Wenn die Medienlandschaft die Teilchenphysik entdeckt


von Dörte Saße

Was ist schlimmer als ein Hurrikan? Schlimmer als entfesselte Naturgewalten, die gerade Kuba überrollen, Mensch und Maus durcheinanderwirbeln und sogar Touristen zu verschlingen drohen? Zig Tote werden gemeldet, doch all das ist zweitrangig. Heute, auf Platz eins im Privatfernsehen und - gefühlt - auch aller anderen Medien: Pure Grundlagenphysik.


Samt Liveschaltung zum Ort des Geschehens! Da stehen dann die Reporter mehr oder weniger in der grünen Landschaft und berichten. Live. Vom neuen Beschleunigerring des CERN. Von den Vorgängen, die zwar verborgen tief unter der Erde stattfinden, aber immerhin höchstwahrscheinlich gerade in diesem Moment. Wahrscheinlich. Einige winzige Teilchen gehen auf die Reise, immer im Kreis herum.

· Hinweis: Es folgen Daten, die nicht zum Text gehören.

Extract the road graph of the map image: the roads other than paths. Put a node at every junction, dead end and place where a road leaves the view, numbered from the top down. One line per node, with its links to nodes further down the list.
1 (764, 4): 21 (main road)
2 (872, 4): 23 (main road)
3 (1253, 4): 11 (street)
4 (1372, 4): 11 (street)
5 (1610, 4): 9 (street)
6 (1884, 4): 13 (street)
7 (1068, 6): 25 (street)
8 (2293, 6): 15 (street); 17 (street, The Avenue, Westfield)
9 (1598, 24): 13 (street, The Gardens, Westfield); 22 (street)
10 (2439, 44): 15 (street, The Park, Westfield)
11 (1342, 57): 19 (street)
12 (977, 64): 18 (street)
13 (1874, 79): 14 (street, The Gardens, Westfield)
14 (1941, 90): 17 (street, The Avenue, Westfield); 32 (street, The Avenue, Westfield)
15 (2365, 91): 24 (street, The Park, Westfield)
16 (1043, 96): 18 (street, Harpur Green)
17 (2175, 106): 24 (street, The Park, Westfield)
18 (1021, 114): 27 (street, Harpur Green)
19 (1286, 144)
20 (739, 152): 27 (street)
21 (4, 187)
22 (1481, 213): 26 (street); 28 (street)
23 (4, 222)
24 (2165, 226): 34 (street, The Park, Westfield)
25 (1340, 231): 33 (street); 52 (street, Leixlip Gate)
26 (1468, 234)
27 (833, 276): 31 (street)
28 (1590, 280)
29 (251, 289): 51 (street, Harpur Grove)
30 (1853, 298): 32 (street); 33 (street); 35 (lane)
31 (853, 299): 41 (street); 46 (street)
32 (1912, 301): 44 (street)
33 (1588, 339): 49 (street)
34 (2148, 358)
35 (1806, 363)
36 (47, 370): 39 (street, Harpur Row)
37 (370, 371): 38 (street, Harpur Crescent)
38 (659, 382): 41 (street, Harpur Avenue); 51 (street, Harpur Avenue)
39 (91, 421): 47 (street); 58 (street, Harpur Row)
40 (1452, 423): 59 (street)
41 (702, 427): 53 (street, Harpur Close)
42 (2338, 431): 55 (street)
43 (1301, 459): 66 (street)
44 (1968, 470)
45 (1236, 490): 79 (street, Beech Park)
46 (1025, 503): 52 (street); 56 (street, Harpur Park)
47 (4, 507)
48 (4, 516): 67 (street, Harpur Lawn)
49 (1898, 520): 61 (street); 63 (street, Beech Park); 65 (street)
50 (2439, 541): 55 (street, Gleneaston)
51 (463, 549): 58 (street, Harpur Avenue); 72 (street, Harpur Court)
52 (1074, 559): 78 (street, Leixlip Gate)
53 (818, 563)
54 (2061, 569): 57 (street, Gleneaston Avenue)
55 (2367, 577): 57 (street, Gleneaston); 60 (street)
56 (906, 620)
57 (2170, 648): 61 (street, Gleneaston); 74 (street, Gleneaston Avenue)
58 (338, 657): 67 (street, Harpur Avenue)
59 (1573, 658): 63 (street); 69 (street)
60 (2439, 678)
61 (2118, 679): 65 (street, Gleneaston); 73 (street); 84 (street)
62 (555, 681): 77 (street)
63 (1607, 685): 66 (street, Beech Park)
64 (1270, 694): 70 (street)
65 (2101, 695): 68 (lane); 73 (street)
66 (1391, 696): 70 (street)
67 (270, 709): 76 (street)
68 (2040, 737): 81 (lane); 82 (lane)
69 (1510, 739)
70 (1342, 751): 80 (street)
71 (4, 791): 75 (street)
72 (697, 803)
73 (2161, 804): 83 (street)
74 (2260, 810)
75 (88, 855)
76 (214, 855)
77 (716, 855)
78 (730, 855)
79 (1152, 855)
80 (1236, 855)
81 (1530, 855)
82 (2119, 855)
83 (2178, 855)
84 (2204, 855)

Wann hatten Physiker das letzte Mal solch weltumspannende Aufmerksamkeit? Atombombe? Mondlandung? Tschernobyl? Der Mars-Rover vielleicht? Die seltenen Ereignisse scheinen in zwei Kategorien zu fallen: Faszinierende, innovative Aktionen, neue Schritte für die Menschheit - finden im All statt. Physik auf der Erde hingegen? Bedeutet Bedrohung. Tod und Zerstörung. Theoretisch ist das möglich, jedenfalls. Oder immerhin: denkbar...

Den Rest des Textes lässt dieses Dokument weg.